The ancient Egyptian civilization is the oldest European (=ethnic term) civilization which you can study and learn from, which makes it the single most valuable source of knowledge about our past.
The European period in Egypt started in 5100 BC or earlier. Merimda, the earliest Lower Egyptian site dates back to that time and is widely regarded as precursory to Badarian and Naqada cultures, which later evolved and formed dynastic Egypt and the civilization we’re familiar with.
Ethnic Whites in Egypt faced serious problems as time passed, and the date 1292 BC – when the last ruler of the XVIII dynasty passed, might have been the beginning of the end. What happened? Well, again, “diversity” happened.
It was increasingly hard and later on just impossible for the members of the ruling class to find suitable White mates. Some left, some died childless, others chose to interbreed. Significant numbers of Europeans remained until at least first century BC, but more often than not they were already race-mixed. Slowly but surely, Egypt turned from the most advanced and beautifully sophisticated culture on Earth to a Third World country. Any given civilization only exist for as long as its founding population remains ethnically intact.
In ancient Egypt, the wearer of the white crown of Upper Egypt and the wearer of the red crown of the Lower Egypt both assumed power through a coronation ritual, which bore the same name as the sunrise: kha. I want you to imagine the coronation ceremony. Now imagine the sunrise. Can you see it? The crown has always been a Pagan symbol of the Sun.
Ancient Egypt was different from most tribal societies of Europe at the time when it came to choosing the monarch. In Egypt the crown was hereditary. The Pharaoh was God incarnate, his right to rule stemmed from his divine blood. Only the White ruling class was able to make occasional changes to that custom. And for obvious reasons – they ruled over an increasingly race-mixed society, where Whites, Negroes and Semites intermingled and occasionally interbred – they had to limit their choice in order to limit the destructive effects that had on their own country.
In many parts of tribal Europe it wasn’t necessary to introduce similar measures (at least for some time…). Kings were elected, usually very often e.g. once a year, based on their skills and character. The most skilled and honorable member of the society was elected for this difficult and demanding task. And he or she too became God incarnate, his outstanding features corresponding to those of a given Pagan God or Goddess who symbolized them. In fact, it was the purest and most primal form of worship.
By perfecting your good traits, you actively worship the God or Goddess to which these traits correspond. If a certain virtue you represent is superior to anyone else’s in your tribe, you become God incarnate. Sometimes you’ll hear about ancient noble families or dynasties who chose a specific God as their patron. That’s because his characteristics were prevalent among their kin, and so they worshiped this God by traditionally perfecting them and choosing them as a family symbol.

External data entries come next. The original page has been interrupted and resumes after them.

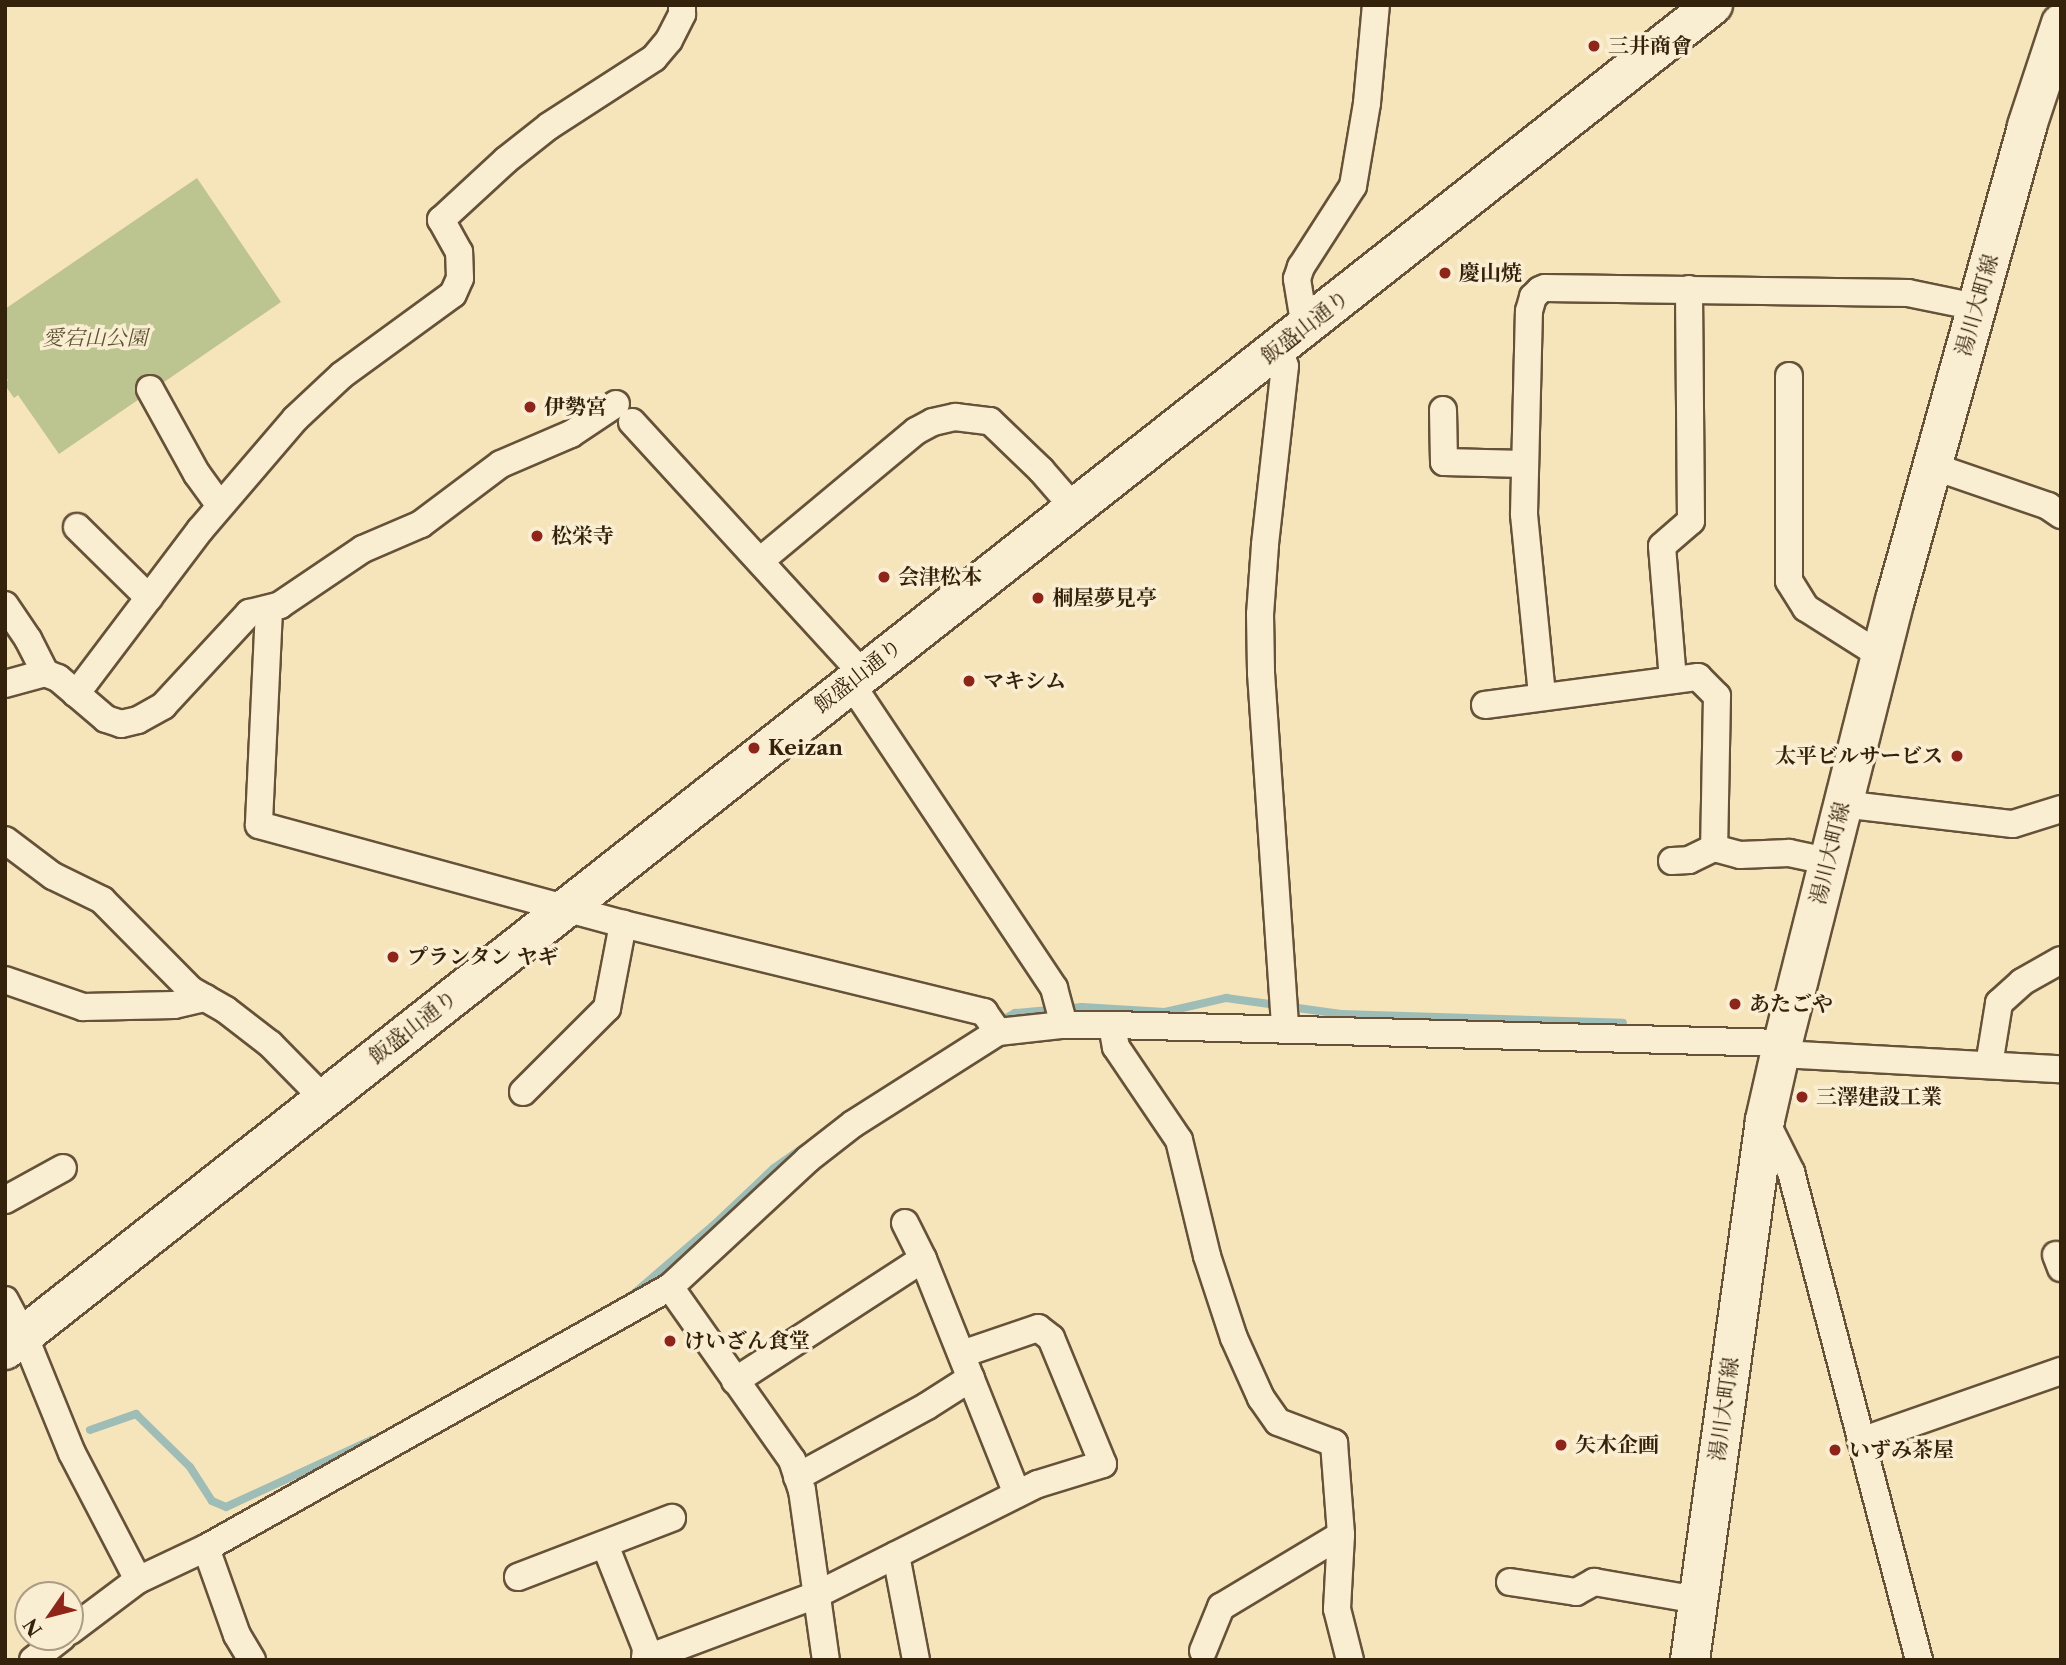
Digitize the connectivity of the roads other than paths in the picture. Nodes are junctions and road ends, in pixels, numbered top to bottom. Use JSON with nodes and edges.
{"nodes":[{"id":1,"x":682,"y":5,"type":"edge"},
{"id":2,"x":1376,"y":5,"type":"edge"},
{"id":3,"x":1713,"y":5,"type":"edge"},
{"id":4,"x":2061,"y":23,"type":"edge"},
{"id":5,"x":1689,"y":289,"type":"junction"},
{"id":6,"x":1976,"y":307,"type":"junction"},
{"id":7,"x":1292,"y":338,"type":"junction"},
{"id":8,"x":1789,"y":376,"type":"dead end"},
{"id":9,"x":150,"y":389,"type":"dead end"},
{"id":10,"x":1443,"y":410,"type":"dead end"},
{"id":11,"x":1525,"y":464,"type":"junction"},
{"id":12,"x":1932,"y":467,"type":"junction"},
{"id":13,"x":220,"y":506,"type":"junction"},
{"id":14,"x":1074,"y":508,"type":"junction"},
{"id":15,"x":2061,"y":515,"type":"edge"},
{"id":16,"x":77,"y":527,"type":"dead end"},
{"id":17,"x":760,"y":561,"type":"junction"},
{"id":18,"x":149,"y":598,"type":"junction"},
{"id":19,"x":5,"y":605,"type":"edge"},
{"id":20,"x":269,"y":610,"type":"junction"},
{"id":21,"x":1880,"y":655,"type":"junction"},
{"id":22,"x":45,"y":673,"type":"junction"},
{"id":23,"x":856,"y":678,"type":"junction"},
{"id":24,"x":1673,"y":680,"type":"junction"},
{"id":25,"x":5,"y":684,"type":"edge"},
{"id":26,"x":76,"y":694,"type":"junction"},
{"id":27,"x":1542,"y":695,"type":"junction"},
{"id":28,"x":1485,"y":705,"type":"dead end"},
{"id":29,"x":1842,"y":804,"type":"junction"},
{"id":30,"x":2061,"y":809,"type":"edge"},
{"id":31,"x":5,"y":840,"type":"edge"},
{"id":32,"x":1714,"y":848,"type":"junction"},
{"id":33,"x":1672,"y":861,"type":"dead end"},
{"id":34,"x":1828,"y":861,"type":"junction"},
{"id":35,"x":564,"y":909,"type":"junction"},
{"id":36,"x":623,"y":924,"type":"junction"},
{"id":37,"x":2061,"y":960,"type":"edge"},
{"id":38,"x":5,"y":980,"type":"edge"},
{"id":39,"x":205,"y":998,"type":"junction"},
{"id":40,"x":1064,"y":1025,"type":"junction"},
{"id":41,"x":1112,"y":1025,"type":"junction"},
{"id":42,"x":1285,"y":1028,"type":"junction"},
{"id":43,"x":998,"y":1032,"type":"junction"},
{"id":44,"x":1782,"y":1049,"type":"junction"},
{"id":45,"x":1989,"y":1065,"type":"junction"},
{"id":46,"x":2061,"y":1069,"type":"edge"},
{"id":47,"x":523,"y":1093,"type":"dead end"},
{"id":48,"x":323,"y":1098,"type":"junction"},
{"id":49,"x":1765,"y":1120,"type":"junction"},
{"id":50,"x":63,"y":1168,"type":"dead end"},
{"id":51,"x":5,"y":1200,"type":"edge"},
{"id":52,"x":905,"y":1223,"type":"dead end"},
{"id":53,"x":923,"y":1259,"type":"junction"},
{"id":54,"x":670,"y":1287,"type":"junction"},
{"id":55,"x":5,"y":1300,"type":"edge"},
{"id":56,"x":15,"y":1343,"type":"edge"},
{"id":57,"x":966,"y":1366,"type":"junction"},
{"id":58,"x":2061,"y":1371,"type":"edge"},
{"id":59,"x":735,"y":1381,"type":"junction"},
{"id":60,"x":1861,"y":1441,"type":"junction"},
{"id":61,"x":797,"y":1477,"type":"junction"},
{"id":62,"x":1017,"y":1494,"type":"junction"},
{"id":63,"x":672,"y":1518,"type":"dead end"},
{"id":64,"x":1341,"y":1535,"type":"junction"},
{"id":65,"x":606,"y":1545,"type":"junction"},
{"id":66,"x":206,"y":1548,"type":"junction"},
{"id":67,"x":896,"y":1555,"type":"junction"},
{"id":68,"x":518,"y":1577,"type":"dead end"},
{"id":69,"x":138,"y":1580,"type":"junction"},
{"id":70,"x":1510,"y":1582,"type":"dead end"},
{"id":71,"x":816,"y":1595,"type":"junction"},
{"id":72,"x":1697,"y":1600,"type":"junction"},
{"id":73,"x":84,"y":1620,"type":"edge"},
{"id":74,"x":1202,"y":1657,"type":"edge"},
{"id":75,"x":645,"y":1659,"type":"edge"},
{"id":76,"x":252,"y":1660,"type":"edge"},
{"id":77,"x":825,"y":1660,"type":"edge"},
{"id":78,"x":916,"y":1660,"type":"edge"},
{"id":79,"x":1350,"y":1660,"type":"edge"},
{"id":80,"x":1690,"y":1660,"type":"edge"},
{"id":81,"x":1919,"y":1660,"type":"edge"}],
"edges":[{"from":1,"to":13,"type":"street"},
{"from":2,"to":7,"type":"street"},
{"from":3,"to":7,"type":"street","name":"飯盛山通り"},
{"from":4,"to":6,"type":"street","name":"湯川大町線"},
{"from":5,"to":6,"type":"street"},
{"from":5,"to":11,"type":"street"},
{"from":5,"to":24,"type":"street"},
{"from":6,"to":12,"type":"street","name":"湯川大町線"},
{"from":7,"to":14,"type":"street","name":"飯盛山通り"},
{"from":7,"to":42,"type":"street"},
{"from":8,"to":21,"type":"street"},
{"from":9,"to":13,"type":"street"},
{"from":10,"to":11,"type":"street"},
{"from":11,"to":27,"type":"street"},
{"from":12,"to":15,"type":"street"},
{"from":12,"to":21,"type":"street","name":"湯川大町線"},
{"from":13,"to":18,"type":"street"},
{"from":14,"to":17,"type":"street"},
{"from":14,"to":23,"type":"street","name":"飯盛山通り"},
{"from":16,"to":18,"type":"street"},
{"from":17,"to":20,"type":"street"},
{"from":17,"to":23,"type":"street"},
{"from":18,"to":26,"type":"street"},
{"from":19,"to":22,"type":"street"},
{"from":20,"to":26,"type":"street"},
{"from":20,"to":35,"type":"street"},
{"from":21,"to":29,"type":"street","name":"湯川大町線"},
{"from":22,"to":25,"type":"street"},
{"from":22,"to":26,"type":"street"},
{"from":23,"to":35,"type":"street","name":"飯盛山通り"},
{"from":23,"to":40,"type":"street"},
{"from":24,"to":27,"type":"street"},
{"from":24,"to":32,"type":"street"},
{"from":27,"to":28,"type":"street"},
{"from":29,"to":30,"type":"street"},
{"from":29,"to":34,"type":"street","name":"湯川大町線"},
{"from":31,"to":39,"type":"street"},
{"from":32,"to":33,"type":"street"},
{"from":32,"to":34,"type":"street"},
{"from":34,"to":44,"type":"street","name":"湯川大町線"},
{"from":35,"to":36,"type":"street"},
{"from":35,"to":48,"type":"street","name":"飯盛山通り"},
{"from":36,"to":43,"type":"street"},
{"from":36,"to":47,"type":"street"},
{"from":37,"to":45,"type":"street"},
{"from":38,"to":39,"type":"street"},
{"from":39,"to":48,"type":"street"},
{"from":40,"to":41,"type":"street"},
{"from":40,"to":43,"type":"street"},
{"from":41,"to":42,"type":"street"},
{"from":41,"to":64,"type":"street"},
{"from":42,"to":44,"type":"street"},
{"from":43,"to":54,"type":"street"},
{"from":44,"to":45,"type":"street"},
{"from":44,"to":49,"type":"street","name":"湯川大町線"},
{"from":45,"to":46,"type":"street"},
{"from":48,"to":56,"type":"street","name":"飯盛山通り"},
{"from":49,"to":60,"type":"street"},
{"from":49,"to":72,"type":"street","name":"湯川大町線"},
{"from":50,"to":51,"type":"street"},
{"from":52,"to":53,"type":"street"},
{"from":53,"to":57,"type":"street"},
{"from":53,"to":59,"type":"street"},
{"from":54,"to":59,"type":"street"},
{"from":54,"to":66,"type":"street"},
{"from":55,"to":56,"type":"street"},
{"from":56,"to":69,"type":"street"},
{"from":57,"to":61,"type":"street"},
{"from":57,"to":62,"type":"street"},
{"from":57,"to":62,"type":"street"},
{"from":58,"to":60,"type":"street"},
{"from":59,"to":61,"type":"street"},
{"from":60,"to":81,"type":"street"},
{"from":61,"to":71,"type":"street"},
{"from":62,"to":67,"type":"street"},
{"from":63,"to":65,"type":"street"},
{"from":64,"to":74,"type":"street"},
{"from":64,"to":79,"type":"street"},
{"from":65,"to":68,"type":"street"},
{"from":65,"to":75,"type":"street"},
{"from":66,"to":69,"type":"street"},
{"from":66,"to":76,"type":"street"},
{"from":67,"to":71,"type":"street"},
{"from":67,"to":78,"type":"street"},
{"from":69,"to":73,"type":"street"},
{"from":70,"to":72,"type":"street"},
{"from":71,"to":75,"type":"street"},
{"from":71,"to":77,"type":"street"},
{"from":72,"to":80,"type":"street","name":"湯川大町線"}]}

There’s a lot of confusion as to this concept, but you can understand it better by reading the Sagas, where the Gods sometimes appear as a metaphorical symbol and sometimes as real people – and different in appearance every time, even if they correspond to the same God.
The custom of coronation lived on even after the violent Christianization of Europe. The new Christian kings, knowingly or not, carried on the Pagan tradition. Ancient pagans lived in harmony with nature and were very perceptive observers – everything in their lives and ideology revolved around the endless mystical circle of rebirth. The rising and setting Sun was an especially revered part of that circle.
There are innumerable Pagan symbols around us, even if they’re not always identified as such, but I believe that the king’s crown – and in fact all royal insignia – is the most important and at the same time a lesser known one.
Another such symbol is the swastika. There’s an absurd insistence as to its non-European origins. And if referring to the continent, that may as well be right. But if referring to ethnicity and European culture – as some are trying to imply – then it’s very wrong. The earliest examples of the swastika are paleolithic. And found not only in the Indus Valley, but also in Europe (notably here).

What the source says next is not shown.